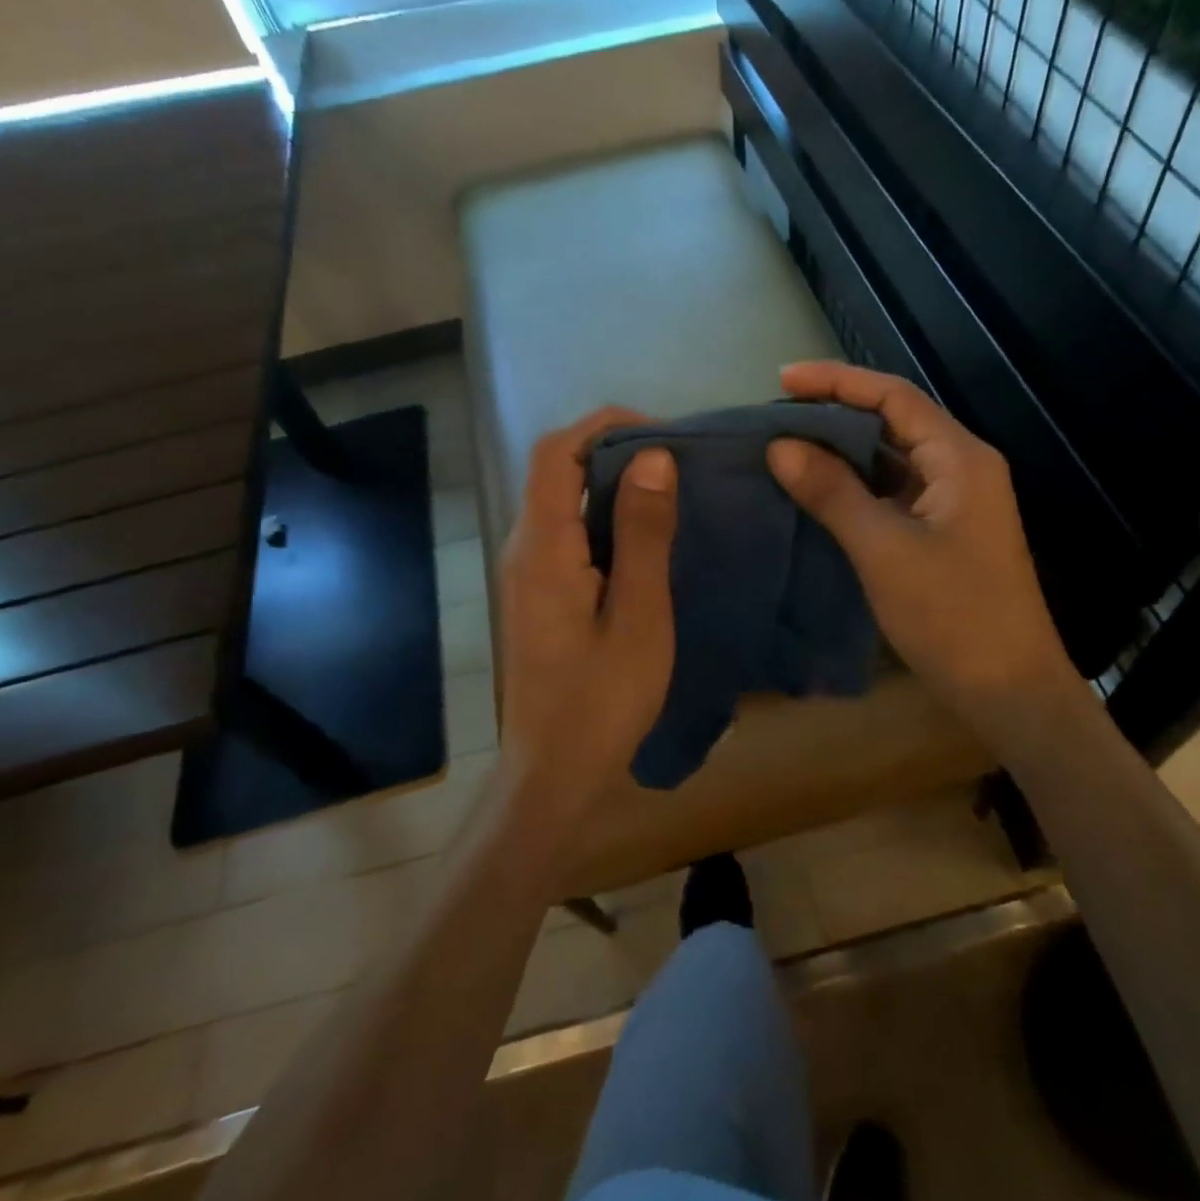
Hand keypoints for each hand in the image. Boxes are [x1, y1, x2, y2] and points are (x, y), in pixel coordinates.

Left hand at [496, 408, 677, 829]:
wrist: (554, 773)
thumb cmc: (602, 700)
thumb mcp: (639, 615)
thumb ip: (644, 534)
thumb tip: (654, 458)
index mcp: (542, 547)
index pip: (556, 453)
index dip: (604, 427)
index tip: (662, 433)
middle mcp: (523, 548)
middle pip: (556, 470)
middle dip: (612, 450)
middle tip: (676, 462)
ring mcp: (526, 572)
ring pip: (562, 501)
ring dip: (610, 484)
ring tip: (669, 491)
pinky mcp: (537, 593)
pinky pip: (568, 533)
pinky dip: (604, 518)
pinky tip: (645, 537)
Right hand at [767, 362, 1070, 722]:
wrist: (1011, 693)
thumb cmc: (952, 616)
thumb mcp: (883, 550)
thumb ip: (832, 492)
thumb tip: (779, 445)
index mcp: (959, 458)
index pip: (894, 396)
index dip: (837, 381)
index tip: (781, 380)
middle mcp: (961, 467)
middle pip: (893, 421)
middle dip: (835, 413)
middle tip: (776, 417)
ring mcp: (954, 501)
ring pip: (891, 458)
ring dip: (842, 450)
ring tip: (786, 447)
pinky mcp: (943, 531)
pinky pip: (893, 491)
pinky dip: (855, 485)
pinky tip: (817, 490)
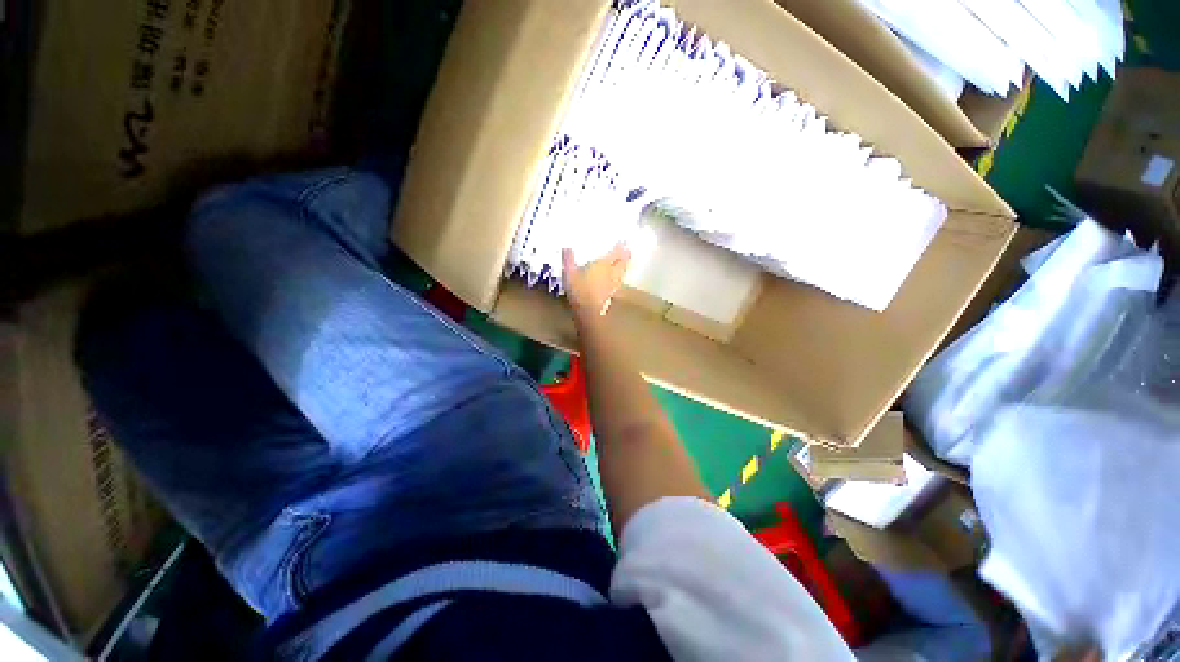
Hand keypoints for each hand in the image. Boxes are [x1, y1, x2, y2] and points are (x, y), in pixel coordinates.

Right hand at [562, 244, 631, 319]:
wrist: (589, 311)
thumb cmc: (579, 289)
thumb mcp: (569, 273)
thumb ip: (569, 260)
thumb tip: (567, 247)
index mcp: (603, 264)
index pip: (615, 253)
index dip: (620, 248)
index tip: (624, 242)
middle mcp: (611, 273)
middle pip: (622, 263)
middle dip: (626, 256)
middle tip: (629, 251)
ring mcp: (613, 284)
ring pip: (622, 273)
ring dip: (625, 266)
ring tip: (626, 263)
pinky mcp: (612, 294)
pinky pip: (619, 282)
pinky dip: (620, 278)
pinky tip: (618, 279)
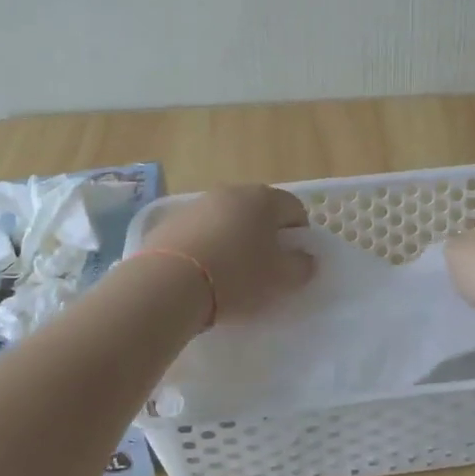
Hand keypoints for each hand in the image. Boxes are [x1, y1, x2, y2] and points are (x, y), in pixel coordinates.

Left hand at [137, 185, 315, 322]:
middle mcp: (231, 192)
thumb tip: (306, 257)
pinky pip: (200, 231)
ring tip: (230, 273)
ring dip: (235, 239)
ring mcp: (198, 204)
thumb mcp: (281, 278)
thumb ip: (302, 265)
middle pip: (259, 211)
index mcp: (263, 199)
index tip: (293, 261)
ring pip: (228, 220)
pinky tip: (202, 273)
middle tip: (264, 268)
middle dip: (266, 236)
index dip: (300, 235)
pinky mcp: (171, 221)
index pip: (295, 209)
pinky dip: (207, 246)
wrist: (169, 283)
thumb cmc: (236, 276)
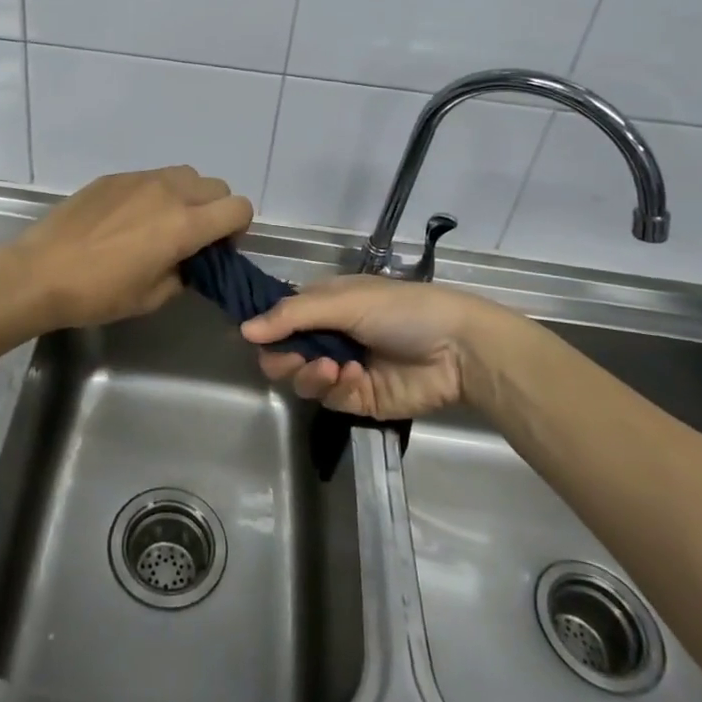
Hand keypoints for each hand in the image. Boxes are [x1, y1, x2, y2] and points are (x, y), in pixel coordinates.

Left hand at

▶ WHAT THIS TASK INVOLVES
An exact, picture-free copy of the listing above is the goal; write it out now.

▶ SOLVED EXERCISE
Hand keypoints for each hand in the image. Boxes are [x1, y1, x2, y2] and points are (x, y), in pixel coordinates.

Left hand at [496, 408, 677, 829]:
wrist: (554, 773)
thumb cmc: (602, 700)
thumb mcp: (639, 615)
thumb ip: (644, 534)
thumb tip: (654, 458)
index mcp: (542, 547)
index pip: (556, 453)
index dip: (604, 427)
index tip: (662, 433)
middle mcp: (523, 548)
middle pip: (556, 470)
middle dip: (612, 450)
middle tip: (676, 462)
ring mcp: (526, 572)
ring pip: (562, 501)
ring dip: (610, 484)
ring tip: (669, 491)
pinky mcp: (537, 593)
pinky pip: (568, 533)
pinky dip: (604, 518)
pinky tip: (645, 537)
Right hand at [767, 362, 1070, 722]:
wrist: (1011, 693)
thumb cmc: (952, 616)
thumb mcp: (883, 550)
thumb ip: (832, 492)
thumb tip: (779, 445)
index mcp: (959, 458)
index pip: (894, 396)
index dip: (837, 381)
index tip: (781, 380)
middle mcp: (961, 467)
middle pip: (893, 421)
middle dip: (835, 413)
middle tip: (776, 417)
ring mcp: (954, 501)
ring pip: (891, 458)
ring dip: (842, 450)
ring tip: (786, 447)
pinky mcp: (943, 531)
pinky pip: (893, 491)
pinky dip: (855, 485)
pinky tip: (817, 490)
Hand keypoints for each hand in the image. Boxes are [x1, y1, x2, y2] and points are (x, y), in pixel coordinates.

Right hand at [562, 244, 631, 319]:
wrist: (589, 311)
thumb cmc: (579, 289)
thumb mcp: (569, 273)
thumb ip: (569, 260)
thumb tip: (567, 247)
index mcp: (603, 264)
index pip: (615, 253)
index dip: (620, 248)
index tip: (624, 242)
middle mcp: (611, 273)
middle pip: (622, 263)
middle dip: (626, 256)
middle tip: (629, 251)
ring mcp: (613, 284)
ring pip: (622, 273)
ring dip: (625, 266)
ring tip: (626, 263)
pinky mcp: (612, 294)
pinky pip: (619, 282)
pinky dip: (620, 278)
pinky tip: (618, 279)
Hand keypoints for each hand in the image. Boxes are [x1, y1, x2, y2] and points are (x, y), in pixel coordinates.

Left hand at [137, 185, 315, 322]:
middle mcp: (231, 192)
thumb tip: (306, 257)
pinky pip: (200, 231)
ring tip: (230, 273)
ring dip: (235, 239)
ring mcp: (198, 204)
thumb mcp: (281, 278)
thumb ip: (302, 265)
middle pip: (259, 211)
index mcp: (263, 199)
index tip: (293, 261)
ring pip: (228, 220)
pinky tip: (202, 273)
middle tip: (264, 268)
middle dip: (266, 236)
index dip: (300, 235)
pinky mcp: (171, 221)
index pip: (295, 209)
pinky dip: (207, 246)
wrist: (169, 283)
thumb cmc: (236, 276)
Hand keypoints for each hand in the image. Boxes are [x1, y1, x2, y2] and points are (x, y), in pixel coordinates.

Left hand at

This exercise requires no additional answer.